4 LCD Soundsystem Songs To Know as Fans Await Fifth Album

A fifth LCD Soundsystem album is on the way, though frontman James Murphy cautioned it’s not yet finished.

Videos by American Songwriter

The band’s new single “X-ray Eyes” arrived this month and is available on streaming services. Meanwhile, fans can purchase a limited pressing of the 12-inch single at upcoming shows. The as-yet-unnamed album will be the band’s first since American Dream in 2017.

Until then, spend time dancing to these LCD classics.

You got to set them up kid, set them up.

“Dance Yrself Clean” from This Is Happening (2010)

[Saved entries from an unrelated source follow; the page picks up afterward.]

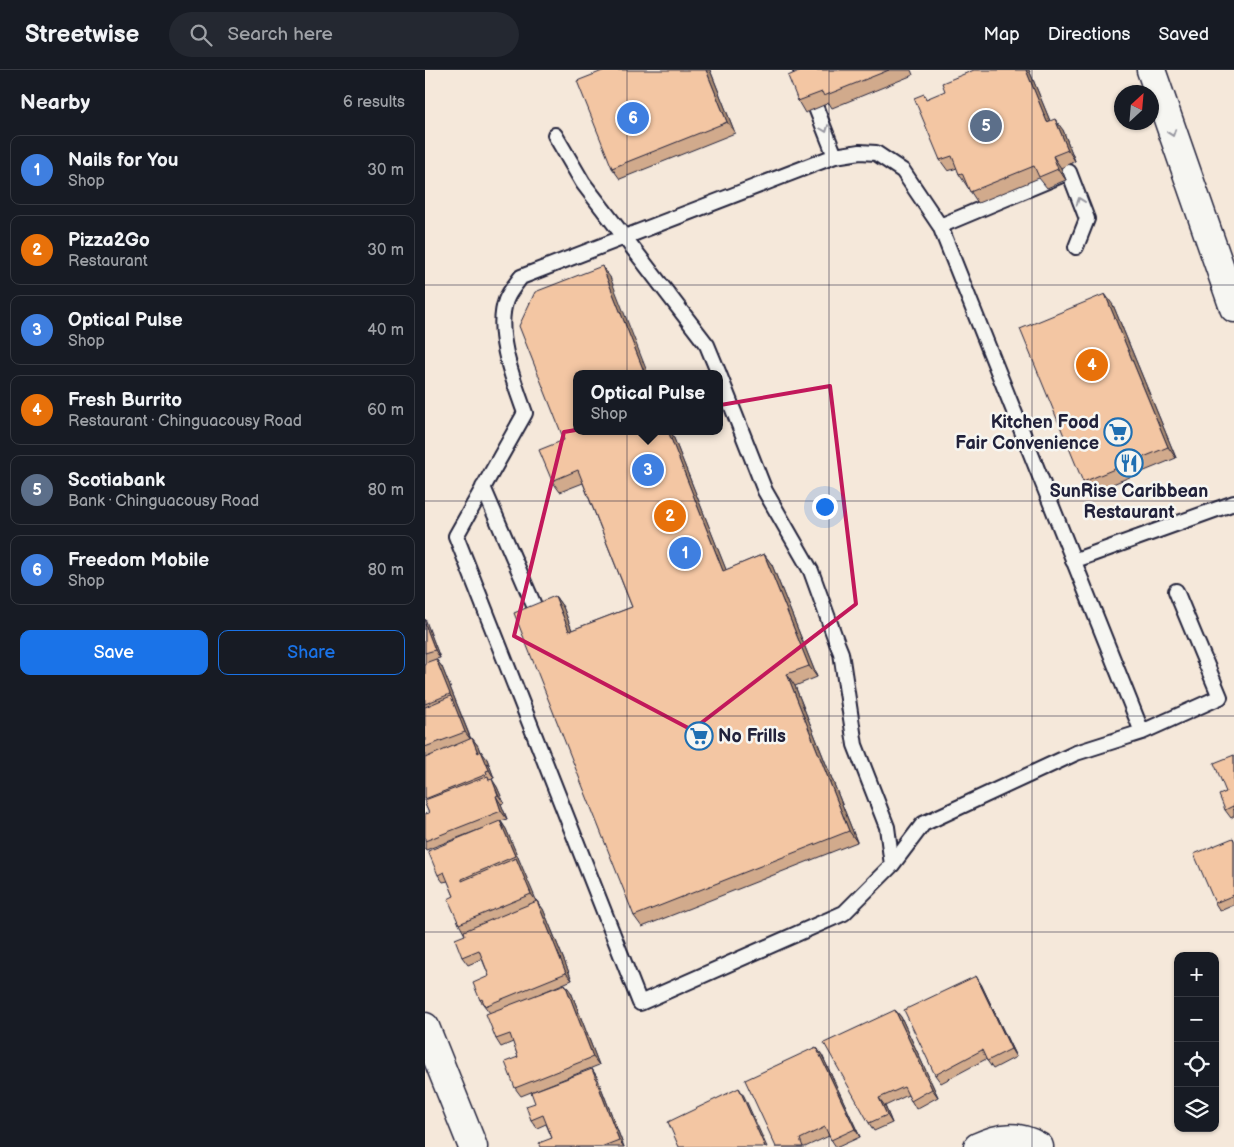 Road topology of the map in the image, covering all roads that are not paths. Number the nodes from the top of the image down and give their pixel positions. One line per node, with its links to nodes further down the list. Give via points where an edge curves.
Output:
1 (801, 70): 4 (lane, one-way to 4)
2 (1151, 70): 8 (main road, one-way to 8)
3 (555, 135): 6 (lane, via 583,184)
4 (835, 156): 5 (lane, via 876,153 903,171); 6 (lane)
5 (941, 226): 7 (lane, one-way to 5, via 1087,219 1069,172); 13 (lane)
6 (624, 238): 9 (lane, via 707,345); 11 (lane, via 521,277 506,300 502,330 511,374 525,413)
7 (1075, 247)
8 (1234, 308)
9 (717, 370)
10 (723, 384): 17 (lane, via 765,491 811,571 841,653 855,745 887,827)
11 (483, 487): 15 (lane); 17 (lane, via 456,536 640,1003 844,913)
12 (1234, 503): 13 (lane)
13 (1073, 561): 16 (lane)
14 (1176, 591): 16 (lane, via 1220,697)
15 (539, 617)
16 (1142, 732): 17 (lane, via 1076,754 923,824)
17 (892, 865)
18 (425, 1027): 19 (main road)
19 (473, 1147)
20 (977, 1147): 21 (main road, via 1005,1138 1027,1140)
21 (1039, 1147)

In 2010, Murphy introduced “Dance Yrself Clean” to the NME as a song with a “terrible title.” He struggled with its high vocal register, causing him to lose his voice during the album sessions. It opens LCD Soundsystem’s third album, but it was the last track Murphy finished. Don’t be fooled by the long, quiet three-minute intro. Just after the third minute, a quick drum fill unleashes a razor-sharp synth, pushing the groove and Murphy’s high voice into overdrive. Play it loud, but don’t say you weren’t warned.

“All My Friends” from Sound of Silver (2007)

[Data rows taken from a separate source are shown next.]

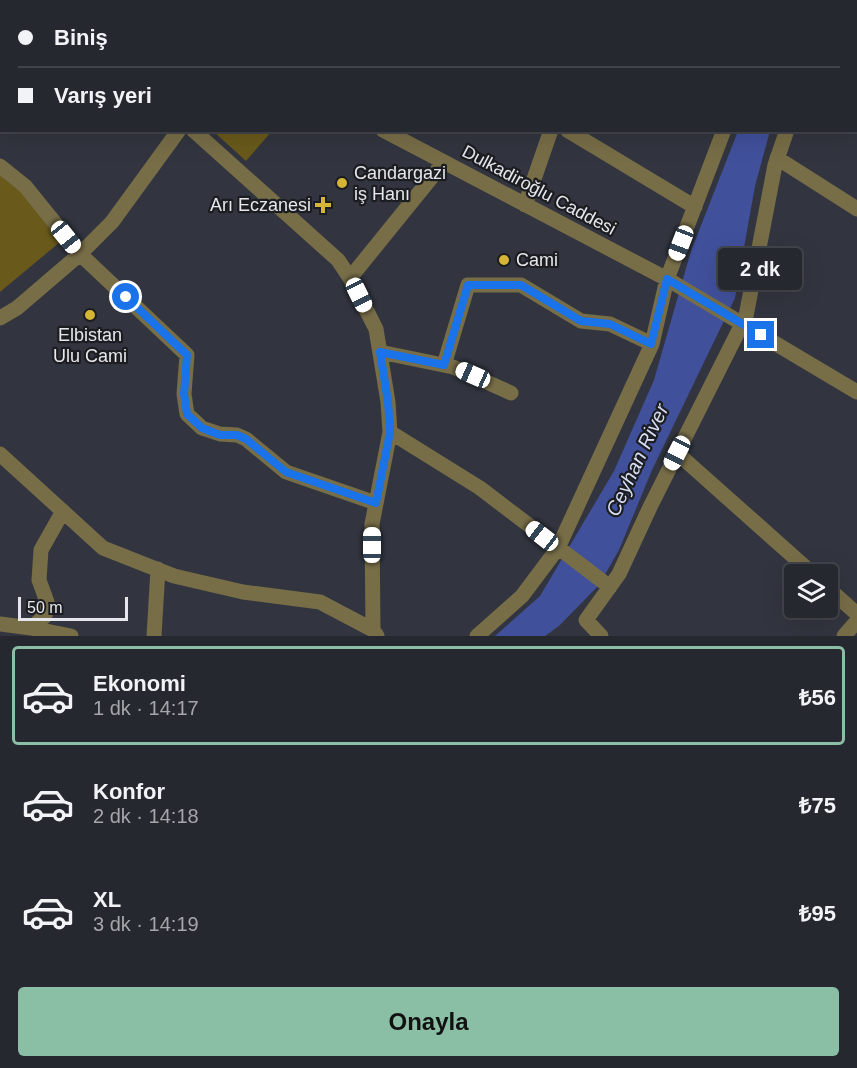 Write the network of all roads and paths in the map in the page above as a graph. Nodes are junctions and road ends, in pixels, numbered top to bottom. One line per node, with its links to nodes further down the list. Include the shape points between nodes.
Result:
1 (178, 132): 14 (street, via 112,222)
2 (195, 132): 15 (street, via 338,260)
3 (387, 132): 9 (street, Dulkadiroğlu Caddesi)
4 (550, 132): 11 (street)
5 (570, 132): 12 (street)
6 (723, 132): 12 (street)
7 (786, 132): 8 (street)
8 (777, 158): 13 (street); 18 (street, via 746,316)
9 (444, 162): 11 (street, Dulkadiroğlu Caddesi); 15 (street)
10 (0, 166): 14 (street, via 25,186)
11 (525, 205): 16 (street, Dulkadiroğlu Caddesi)
12 (695, 207): 16 (street)
13 (857, 210)
14 (80, 254): 17 (street); 27 (street, via 187,355 187,414 202,428 220,435 237,435 286,472)
15 (350, 278): 20 (street, via 376,329)
16 (671, 282): 18 (street, Dulkadiroğlu Caddesi); 19 (street)
17 (0, 318)
18 (739, 322): 22 (street, Dulkadiroğlu Caddesi); 25 (street)
19 (651, 344): 21 (street, via 610,324 581,321 521,285 468,285); 29 (street)
20 (380, 352): 21 (street); 24 (street)
21 (444, 365): 23 (street)
22 (857, 392)
23 (512, 393)
24 (390, 432): 27 (street); 29 (street, via 480,488)
25 (677, 453): 30 (street); 32 (street)
26 (2, 461): 28 (street)
27 (376, 503): 38 (street, via 372,524)
28 (63, 511): 31 (street, via 103,548); 37 (street, via 41,550 39,580 47,602 45,616)
29 (558, 548): 32 (street); 41 (street, via 522,596)
30 (802, 564)
31 (158, 569): 38 (street, via 243,592 320,602); 40 (street)
32 (610, 587): 42 (street, via 586,620)
33 (838, 597): 34 (street)
34 (857, 614)
35 (857, 621): 43 (street)
36 (0, 624): 37 (street)
37 (32, 628): 39 (street)
38 (375, 633)
39 (71, 636)
40 (154, 636)
41 (477, 636)
42 (601, 636)
43 (844, 636)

Using a relentlessly repetitive piano motif, Murphy tries his best to capture the joy he gets from listening to Joy Division. Murphy homed in on the intensity of Joy Division’s “Transmission,” aiming for its elation. “It starts off so gentle and becomes so f–king overwhelming. By the time he’s going, Dance, dance, dance to the radio, your head’s exploding,” he said to Mojo. “All My Friends” builds to a post-punk frenzy, too, and Murphy repeats his own rigid plea: If I could see all my friends tonight. Asked why fans connected to the song, Murphy guessed, “It’s sad-ish, and people are old.”

“Someone Great” from Sound of Silver (2007)

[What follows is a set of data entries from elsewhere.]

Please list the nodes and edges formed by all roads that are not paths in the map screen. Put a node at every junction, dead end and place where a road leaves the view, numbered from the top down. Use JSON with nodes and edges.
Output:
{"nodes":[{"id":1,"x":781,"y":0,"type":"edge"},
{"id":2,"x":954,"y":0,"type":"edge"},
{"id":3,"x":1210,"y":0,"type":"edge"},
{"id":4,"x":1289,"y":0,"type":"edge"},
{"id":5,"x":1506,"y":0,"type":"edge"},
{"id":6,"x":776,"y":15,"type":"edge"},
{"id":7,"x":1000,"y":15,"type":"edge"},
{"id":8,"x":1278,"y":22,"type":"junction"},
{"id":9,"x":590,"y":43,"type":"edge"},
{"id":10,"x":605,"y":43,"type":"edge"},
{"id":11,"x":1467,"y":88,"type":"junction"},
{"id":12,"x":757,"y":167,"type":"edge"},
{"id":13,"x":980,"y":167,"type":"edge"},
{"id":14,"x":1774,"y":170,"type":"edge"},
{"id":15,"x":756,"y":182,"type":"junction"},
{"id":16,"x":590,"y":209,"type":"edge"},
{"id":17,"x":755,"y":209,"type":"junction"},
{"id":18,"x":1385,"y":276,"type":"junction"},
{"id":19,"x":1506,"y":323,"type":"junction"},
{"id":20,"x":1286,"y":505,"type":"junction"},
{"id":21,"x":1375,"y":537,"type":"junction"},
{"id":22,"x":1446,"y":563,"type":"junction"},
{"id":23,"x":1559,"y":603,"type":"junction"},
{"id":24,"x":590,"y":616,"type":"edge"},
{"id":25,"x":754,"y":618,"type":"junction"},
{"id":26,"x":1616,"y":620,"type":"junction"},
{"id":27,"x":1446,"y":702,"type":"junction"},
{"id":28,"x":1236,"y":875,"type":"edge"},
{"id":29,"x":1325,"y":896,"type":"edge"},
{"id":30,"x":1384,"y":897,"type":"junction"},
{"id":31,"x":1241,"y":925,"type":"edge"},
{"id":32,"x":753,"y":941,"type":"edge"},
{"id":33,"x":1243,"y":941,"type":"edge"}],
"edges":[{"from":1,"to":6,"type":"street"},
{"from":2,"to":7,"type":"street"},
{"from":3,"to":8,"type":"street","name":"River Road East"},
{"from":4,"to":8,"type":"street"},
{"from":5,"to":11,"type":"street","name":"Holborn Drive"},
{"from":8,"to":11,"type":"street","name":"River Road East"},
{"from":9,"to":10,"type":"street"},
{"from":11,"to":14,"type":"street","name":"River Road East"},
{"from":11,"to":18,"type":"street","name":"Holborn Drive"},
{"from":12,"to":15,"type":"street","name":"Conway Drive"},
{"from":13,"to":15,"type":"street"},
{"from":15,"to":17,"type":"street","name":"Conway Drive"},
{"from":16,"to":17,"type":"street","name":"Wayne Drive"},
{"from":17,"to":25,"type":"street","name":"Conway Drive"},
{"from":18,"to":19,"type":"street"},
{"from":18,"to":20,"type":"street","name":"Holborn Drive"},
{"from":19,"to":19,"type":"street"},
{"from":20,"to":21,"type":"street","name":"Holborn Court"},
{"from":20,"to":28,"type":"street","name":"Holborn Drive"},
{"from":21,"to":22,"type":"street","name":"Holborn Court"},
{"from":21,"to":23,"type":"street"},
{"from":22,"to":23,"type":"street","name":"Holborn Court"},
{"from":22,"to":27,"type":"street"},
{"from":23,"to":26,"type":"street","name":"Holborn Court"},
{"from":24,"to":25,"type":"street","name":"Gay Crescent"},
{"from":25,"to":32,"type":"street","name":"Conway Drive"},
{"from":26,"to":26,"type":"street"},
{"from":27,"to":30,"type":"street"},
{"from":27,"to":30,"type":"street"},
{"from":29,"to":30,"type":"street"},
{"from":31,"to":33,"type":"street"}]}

When LCD Soundsystem released Sound of Silver, Murphy was 36. He contemplates aging on “Someone Great” and all the planning, the unfinished songs, the accumulating anxieties that someday vanish. A pulsing synth lifts the track with a warning, an ominous alert to a new problem just waiting around the corner. And it keeps coming till the day it stops. Murphy took the lessons he learned as a DJ. He builds dance-rock anthems with repetition, highlighting his current obsessions. Come for the beats, but stick around for poetries on the human condition.

“Losing My Edge” (12-inch Single, 2002)

Murphy had a problem. He was the “it” DJ but suddenly grew anxious when he heard other DJs playing the same records. The idea of being “cool” and the self-perception of coolness alarmed Murphy. He worried his “newfound coolness” would go away and wrote “Losing My Edge” after becoming horrified by his hipster absurdity. It’s an eight-minute study of cool and turns Killing Joke’s “Change” into gritty DIY techno. It transformed alternative dance music, and Murphy became the artist the DJs were spinning. And it might be the greatest music video you’ll ever see.